Tomo Urbelionio/BFL nuotr. / Litai
Šaltinis: BNS

The Lithuanian government is to start discussing a draft budget law for next year and related bills on Monday, a day after general elections, with the package to be submitted to the Seimas as soon as Wednesday.

The Cabinet is to discuss a draft central government budget and national budget, which also includes local governments, as well as draft budgets of the State Social Insurance Fund (Sodra) and the Compulsory Health Insurance Fund, according to the agenda of the meeting, which is available on the government's website.

Prime Minister Andrius Kubilius said earlier this week that the government would discuss the draft budget after the package had been approved by ministries.

17 October is a deadline for submitting draft budget plans to the Seimas for approval.

Normally, in a non-election year, the Cabinet has two weeks to discuss the bills.

In 2008, the then government led by the Social Democratic Party began to discuss a draft budget for 2009 on 8 October, but the budget estimates were not made available to the public until 13 October, a day after general elections.

The government must submit a draft budget, worked out by the Finance Ministry, to the Seimas for approval no later than 75 calendar days before the end of the budget year.

This year's central government budget projects 18.016 billion litas (EUR 5.22 b) in annual revenues, excluding 7.131 billion litas in EU funds and other aid, with expenditures planned at 18.624 billion litas.

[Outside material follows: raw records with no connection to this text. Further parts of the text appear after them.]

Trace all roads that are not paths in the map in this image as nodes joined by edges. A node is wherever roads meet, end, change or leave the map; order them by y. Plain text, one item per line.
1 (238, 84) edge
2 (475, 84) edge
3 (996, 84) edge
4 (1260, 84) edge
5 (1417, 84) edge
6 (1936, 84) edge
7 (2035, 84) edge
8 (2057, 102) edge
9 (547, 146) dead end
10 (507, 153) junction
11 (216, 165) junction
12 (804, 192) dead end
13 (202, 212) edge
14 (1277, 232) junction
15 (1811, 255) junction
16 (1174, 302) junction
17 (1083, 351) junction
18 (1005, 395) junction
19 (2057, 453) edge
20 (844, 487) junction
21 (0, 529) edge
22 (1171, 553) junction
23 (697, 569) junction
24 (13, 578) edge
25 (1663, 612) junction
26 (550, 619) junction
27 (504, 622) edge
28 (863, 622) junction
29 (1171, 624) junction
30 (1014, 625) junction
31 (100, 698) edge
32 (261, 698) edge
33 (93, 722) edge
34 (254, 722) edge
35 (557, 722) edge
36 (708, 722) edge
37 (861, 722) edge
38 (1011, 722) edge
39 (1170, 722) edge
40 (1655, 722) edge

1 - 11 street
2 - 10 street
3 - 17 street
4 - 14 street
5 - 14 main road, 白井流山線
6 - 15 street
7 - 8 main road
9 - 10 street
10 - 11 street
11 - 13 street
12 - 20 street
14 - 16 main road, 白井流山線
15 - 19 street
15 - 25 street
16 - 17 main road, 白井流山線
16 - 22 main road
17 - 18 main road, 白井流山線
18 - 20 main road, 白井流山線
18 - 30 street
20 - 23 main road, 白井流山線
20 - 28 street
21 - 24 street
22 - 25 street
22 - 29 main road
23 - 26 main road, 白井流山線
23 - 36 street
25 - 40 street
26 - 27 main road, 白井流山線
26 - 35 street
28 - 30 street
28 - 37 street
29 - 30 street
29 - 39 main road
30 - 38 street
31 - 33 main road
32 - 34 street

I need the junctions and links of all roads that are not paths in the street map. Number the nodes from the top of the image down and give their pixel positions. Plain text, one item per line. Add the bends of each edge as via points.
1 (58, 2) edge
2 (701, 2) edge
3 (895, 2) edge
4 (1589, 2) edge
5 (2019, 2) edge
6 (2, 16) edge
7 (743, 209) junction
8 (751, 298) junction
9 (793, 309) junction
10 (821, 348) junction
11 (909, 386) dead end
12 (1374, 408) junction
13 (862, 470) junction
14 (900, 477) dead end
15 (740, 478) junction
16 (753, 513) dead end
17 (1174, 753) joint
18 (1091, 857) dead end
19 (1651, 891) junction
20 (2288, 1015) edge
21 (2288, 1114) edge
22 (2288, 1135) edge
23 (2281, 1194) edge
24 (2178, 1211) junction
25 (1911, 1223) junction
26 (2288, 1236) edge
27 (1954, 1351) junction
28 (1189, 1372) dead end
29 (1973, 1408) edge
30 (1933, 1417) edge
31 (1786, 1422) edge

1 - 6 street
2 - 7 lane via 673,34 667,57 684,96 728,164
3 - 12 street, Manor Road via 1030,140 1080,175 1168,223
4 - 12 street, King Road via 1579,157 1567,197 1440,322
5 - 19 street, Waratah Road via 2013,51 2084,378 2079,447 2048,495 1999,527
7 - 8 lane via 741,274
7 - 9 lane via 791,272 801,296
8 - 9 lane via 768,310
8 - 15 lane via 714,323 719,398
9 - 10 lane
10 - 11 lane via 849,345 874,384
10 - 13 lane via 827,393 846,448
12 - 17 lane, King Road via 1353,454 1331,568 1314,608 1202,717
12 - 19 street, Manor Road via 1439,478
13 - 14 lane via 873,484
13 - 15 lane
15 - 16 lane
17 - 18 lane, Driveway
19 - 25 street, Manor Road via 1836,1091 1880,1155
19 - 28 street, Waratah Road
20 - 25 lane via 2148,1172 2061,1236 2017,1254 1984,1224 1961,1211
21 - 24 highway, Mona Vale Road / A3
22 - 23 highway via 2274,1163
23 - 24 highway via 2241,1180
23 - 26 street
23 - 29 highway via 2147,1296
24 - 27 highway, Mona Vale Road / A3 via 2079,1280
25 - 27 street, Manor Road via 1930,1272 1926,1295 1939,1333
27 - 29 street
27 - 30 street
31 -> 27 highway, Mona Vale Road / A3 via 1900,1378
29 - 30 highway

Lithuania's updated 2012 Convergence Program, approved by the government in April, aims to keep the fiscal deficit within 3 percent of GDP this year and cut it to 2 percent of GDP next year. The deficit should narrow further to 1 percent in 2014 before being balanced in 2015.

Finance Minister Ingrida Šimonytė told the media in early October that the 2 percent deficit target for 2013 had to be raised to 2.5 percent of GDP, or by around 2.8 billion litas, in order not to increase taxes and not to cut public spending.